I'm pretty new to Algorithmia but I've used scikit-learn a bit and I know how to persist my machine learning model after I've trained it with joblib:
from sklearn.externals joblib
model = RandomForestRegressor()
# Train the model, etc
joblib.dump(model, "prediction/model/model.pkl")
Now I want to host my ML model and call it as a service using Algorithmia, but I can't figure out how to read the model back. I've created a collection in Algorithmia called "testcollection" with a file called "model.pkl" that is the result of the joblib.dump call. According to the docs, this means my file should be located at
data://(username)/testcollection/model.pkl
I want to read in that model from the file using joblib.load. Here's my current algorithm in Algorithmia:
import Algorithmia
def apply(input):
client = Algorithmia.client()
f = client.file("data://(username)/testcollection/model.pkl")
print(f.path)
print(f.url)
print(f.getName())
model = joblib.load(f.url) # Or f.path, both don't work
return "empty"
Here's the output:
(username)/testcollection/model.pkl
/v1/data/(username)/testcollection/model.pkl
model.pkl
And it errors at the joblib.load line, giving the "No such file or directory (whatever path I put in)"

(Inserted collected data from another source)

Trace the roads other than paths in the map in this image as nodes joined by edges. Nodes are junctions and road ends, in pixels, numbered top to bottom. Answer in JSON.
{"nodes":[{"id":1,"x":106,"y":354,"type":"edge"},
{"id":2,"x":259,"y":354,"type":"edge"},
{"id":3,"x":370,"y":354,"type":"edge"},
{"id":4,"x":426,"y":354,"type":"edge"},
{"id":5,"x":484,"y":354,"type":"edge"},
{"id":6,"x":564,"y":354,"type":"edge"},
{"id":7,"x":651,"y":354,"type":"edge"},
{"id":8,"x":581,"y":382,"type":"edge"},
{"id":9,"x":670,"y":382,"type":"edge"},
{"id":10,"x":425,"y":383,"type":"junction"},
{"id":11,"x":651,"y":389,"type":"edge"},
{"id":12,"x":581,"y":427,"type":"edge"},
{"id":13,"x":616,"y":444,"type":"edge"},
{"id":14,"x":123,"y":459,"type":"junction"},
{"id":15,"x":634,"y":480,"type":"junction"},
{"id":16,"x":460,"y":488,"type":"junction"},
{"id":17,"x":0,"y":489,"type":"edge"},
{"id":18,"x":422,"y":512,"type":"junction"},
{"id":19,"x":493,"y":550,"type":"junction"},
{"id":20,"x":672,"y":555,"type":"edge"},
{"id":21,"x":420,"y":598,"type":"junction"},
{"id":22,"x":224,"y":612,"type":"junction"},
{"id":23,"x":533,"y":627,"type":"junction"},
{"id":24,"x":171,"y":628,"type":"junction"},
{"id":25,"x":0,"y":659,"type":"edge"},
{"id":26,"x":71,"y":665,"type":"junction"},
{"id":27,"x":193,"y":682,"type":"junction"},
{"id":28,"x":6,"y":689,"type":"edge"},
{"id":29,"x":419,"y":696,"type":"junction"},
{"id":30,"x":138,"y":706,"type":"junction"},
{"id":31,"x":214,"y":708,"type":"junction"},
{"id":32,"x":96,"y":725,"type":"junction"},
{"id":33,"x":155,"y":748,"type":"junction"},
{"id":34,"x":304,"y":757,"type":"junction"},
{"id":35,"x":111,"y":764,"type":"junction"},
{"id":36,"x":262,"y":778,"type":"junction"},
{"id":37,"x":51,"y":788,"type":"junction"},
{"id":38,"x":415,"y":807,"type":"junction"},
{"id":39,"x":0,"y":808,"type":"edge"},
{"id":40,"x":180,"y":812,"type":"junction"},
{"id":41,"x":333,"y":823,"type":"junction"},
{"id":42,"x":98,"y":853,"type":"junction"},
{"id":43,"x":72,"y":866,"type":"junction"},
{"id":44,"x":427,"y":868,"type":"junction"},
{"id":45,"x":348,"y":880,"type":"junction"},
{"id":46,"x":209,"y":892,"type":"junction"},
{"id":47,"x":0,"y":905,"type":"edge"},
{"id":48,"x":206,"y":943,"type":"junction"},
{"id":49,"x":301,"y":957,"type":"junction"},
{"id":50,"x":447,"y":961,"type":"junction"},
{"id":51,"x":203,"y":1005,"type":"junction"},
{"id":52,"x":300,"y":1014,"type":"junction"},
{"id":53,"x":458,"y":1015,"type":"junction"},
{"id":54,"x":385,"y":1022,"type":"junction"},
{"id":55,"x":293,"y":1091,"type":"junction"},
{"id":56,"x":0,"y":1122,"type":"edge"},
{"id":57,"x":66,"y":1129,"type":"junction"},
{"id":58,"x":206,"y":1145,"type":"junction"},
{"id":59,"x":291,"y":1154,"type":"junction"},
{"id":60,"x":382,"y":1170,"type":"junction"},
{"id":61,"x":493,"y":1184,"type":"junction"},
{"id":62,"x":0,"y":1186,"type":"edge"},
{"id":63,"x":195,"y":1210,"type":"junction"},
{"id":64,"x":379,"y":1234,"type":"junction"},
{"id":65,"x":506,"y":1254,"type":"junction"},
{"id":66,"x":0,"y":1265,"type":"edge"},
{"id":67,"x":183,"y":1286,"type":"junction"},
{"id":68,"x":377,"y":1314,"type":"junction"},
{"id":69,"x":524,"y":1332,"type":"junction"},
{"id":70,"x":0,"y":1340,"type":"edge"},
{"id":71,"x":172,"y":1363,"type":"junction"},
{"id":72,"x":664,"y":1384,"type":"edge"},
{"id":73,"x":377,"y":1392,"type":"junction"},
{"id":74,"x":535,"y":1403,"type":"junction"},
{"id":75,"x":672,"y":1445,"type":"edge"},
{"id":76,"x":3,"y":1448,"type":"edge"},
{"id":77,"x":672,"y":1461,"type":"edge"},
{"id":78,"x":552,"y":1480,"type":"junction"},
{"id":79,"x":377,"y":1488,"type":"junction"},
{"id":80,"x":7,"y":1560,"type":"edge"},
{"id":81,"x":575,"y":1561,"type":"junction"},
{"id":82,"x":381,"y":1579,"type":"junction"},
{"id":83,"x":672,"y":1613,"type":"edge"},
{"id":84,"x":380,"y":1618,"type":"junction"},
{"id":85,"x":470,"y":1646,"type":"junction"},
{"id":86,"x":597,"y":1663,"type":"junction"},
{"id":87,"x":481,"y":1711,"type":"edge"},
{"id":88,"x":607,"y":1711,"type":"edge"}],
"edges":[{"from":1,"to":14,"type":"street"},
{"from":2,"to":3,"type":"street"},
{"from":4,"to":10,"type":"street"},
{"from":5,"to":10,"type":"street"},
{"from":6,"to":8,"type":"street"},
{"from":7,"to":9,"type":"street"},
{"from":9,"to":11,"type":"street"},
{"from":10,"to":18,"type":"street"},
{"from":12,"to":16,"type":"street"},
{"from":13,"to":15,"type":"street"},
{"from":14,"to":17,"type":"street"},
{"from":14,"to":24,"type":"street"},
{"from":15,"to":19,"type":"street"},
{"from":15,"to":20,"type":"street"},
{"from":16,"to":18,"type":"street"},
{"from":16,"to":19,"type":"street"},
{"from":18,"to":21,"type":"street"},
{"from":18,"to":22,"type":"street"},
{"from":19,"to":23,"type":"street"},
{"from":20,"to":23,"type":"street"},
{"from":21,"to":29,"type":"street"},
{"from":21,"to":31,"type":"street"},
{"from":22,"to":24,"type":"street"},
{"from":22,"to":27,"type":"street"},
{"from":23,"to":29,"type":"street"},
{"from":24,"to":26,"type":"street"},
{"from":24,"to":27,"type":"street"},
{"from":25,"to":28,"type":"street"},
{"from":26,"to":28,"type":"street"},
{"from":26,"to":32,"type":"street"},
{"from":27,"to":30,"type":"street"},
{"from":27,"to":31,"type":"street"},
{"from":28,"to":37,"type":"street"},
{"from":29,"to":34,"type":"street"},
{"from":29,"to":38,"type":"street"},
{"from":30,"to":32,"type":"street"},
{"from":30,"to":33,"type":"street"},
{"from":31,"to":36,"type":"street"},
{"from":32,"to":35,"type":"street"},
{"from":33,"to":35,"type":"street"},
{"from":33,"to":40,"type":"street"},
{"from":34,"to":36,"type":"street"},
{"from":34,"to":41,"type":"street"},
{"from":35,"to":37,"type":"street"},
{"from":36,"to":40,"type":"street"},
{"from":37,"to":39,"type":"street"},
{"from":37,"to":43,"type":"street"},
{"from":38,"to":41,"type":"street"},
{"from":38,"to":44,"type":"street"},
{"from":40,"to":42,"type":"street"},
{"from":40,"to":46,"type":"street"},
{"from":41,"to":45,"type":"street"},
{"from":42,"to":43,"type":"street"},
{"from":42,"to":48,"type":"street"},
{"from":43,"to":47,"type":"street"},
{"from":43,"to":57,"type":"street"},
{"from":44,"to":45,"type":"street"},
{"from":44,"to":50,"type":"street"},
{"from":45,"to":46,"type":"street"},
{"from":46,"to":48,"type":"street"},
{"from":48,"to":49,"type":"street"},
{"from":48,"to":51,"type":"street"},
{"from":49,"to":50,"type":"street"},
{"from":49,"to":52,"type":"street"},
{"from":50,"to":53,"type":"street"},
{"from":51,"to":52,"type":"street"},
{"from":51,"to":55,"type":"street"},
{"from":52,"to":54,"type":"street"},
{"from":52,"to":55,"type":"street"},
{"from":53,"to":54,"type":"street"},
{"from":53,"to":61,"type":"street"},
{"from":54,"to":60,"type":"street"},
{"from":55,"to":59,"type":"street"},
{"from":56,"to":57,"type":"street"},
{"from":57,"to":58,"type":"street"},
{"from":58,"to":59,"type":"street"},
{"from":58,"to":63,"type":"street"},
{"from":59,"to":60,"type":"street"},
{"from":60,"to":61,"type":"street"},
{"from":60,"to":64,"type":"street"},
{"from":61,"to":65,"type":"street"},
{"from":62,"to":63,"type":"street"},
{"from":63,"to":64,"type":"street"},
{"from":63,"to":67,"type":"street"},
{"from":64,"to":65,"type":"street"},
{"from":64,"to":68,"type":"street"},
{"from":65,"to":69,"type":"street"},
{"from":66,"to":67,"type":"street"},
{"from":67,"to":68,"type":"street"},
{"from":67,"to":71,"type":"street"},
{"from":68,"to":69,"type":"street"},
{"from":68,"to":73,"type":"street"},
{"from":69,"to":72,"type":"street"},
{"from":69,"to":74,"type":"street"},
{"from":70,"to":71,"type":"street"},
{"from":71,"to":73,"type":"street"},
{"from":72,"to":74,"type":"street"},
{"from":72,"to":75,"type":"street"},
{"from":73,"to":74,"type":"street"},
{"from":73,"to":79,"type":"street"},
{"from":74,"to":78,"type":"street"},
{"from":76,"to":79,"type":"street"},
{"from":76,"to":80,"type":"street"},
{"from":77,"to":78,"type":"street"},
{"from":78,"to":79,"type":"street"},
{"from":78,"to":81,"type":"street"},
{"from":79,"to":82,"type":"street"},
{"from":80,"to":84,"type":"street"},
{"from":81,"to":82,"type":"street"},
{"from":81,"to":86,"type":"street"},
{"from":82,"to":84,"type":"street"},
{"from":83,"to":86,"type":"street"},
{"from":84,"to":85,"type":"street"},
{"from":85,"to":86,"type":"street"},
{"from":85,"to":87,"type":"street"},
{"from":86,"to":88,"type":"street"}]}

Here's all the paths / urls I've tried in calling joblib.load:
How do I load a model in from a file using joblib? Am I going about this the wrong way?
There are a few ways to access data on the DataAPI.
Here are 4 different methods to access files via the Python Client:
import Algorithmia
client = Algorithmia.client("<YOUR_API_KEY>")
dataFile = client.file("data://<USER_NAME>/<COLLECTION_NAME>/<FILE_NAME>").getFile()
dataText = client.file("data://<USER_NAME>/<COLLECTION_NAME>/<FILE_NAME>").getString()
dataJSON = client.file("data://<USER_NAME>/<COLLECTION_NAME>/<FILE_NAME>").getJson()
dataBytes = client.file("data://<USER_NAME>/<COLLECTION_NAME>/<FILE_NAME>").getBytes()
Since Sklearn expects the path to the model file, the easiest way to get that would be through a file object (aka. dataFile).
According to the Official Python2.7 Documentation, if a file object is created other than the open()
function, the object attribute name
usually corresponds to the path of the file.
In this case, you would need to write something like this:
import Algorithmia
def apply(input):
# You don't need to write your API key if you're editing in the web editor
client = Algorithmia.client()
modelFile = client.file("data://(username)/testcollection/model.pkl").getFile()
modelFilePath = modelFile.name
model = joblib.load(modelFilePath)
return "empty"
But according to the Official Sklearn Model Persistence Documentation, you should also be able to just pass file-like objects instead of file names.
Hence, we can just skip the part where we try to get the filename, and just pass the modelFile
object:
import Algorithmia
def apply(input):
# You don't need to write your API key if you're editing in the web editor
client = Algorithmia.client()
modelFile = client.file("data://(username)/testcollection/model.pkl").getFile()
model = joblib.load(modelFile)
return "empty"
Full discloser: I work as an Algorithm Engineer at Algorithmia.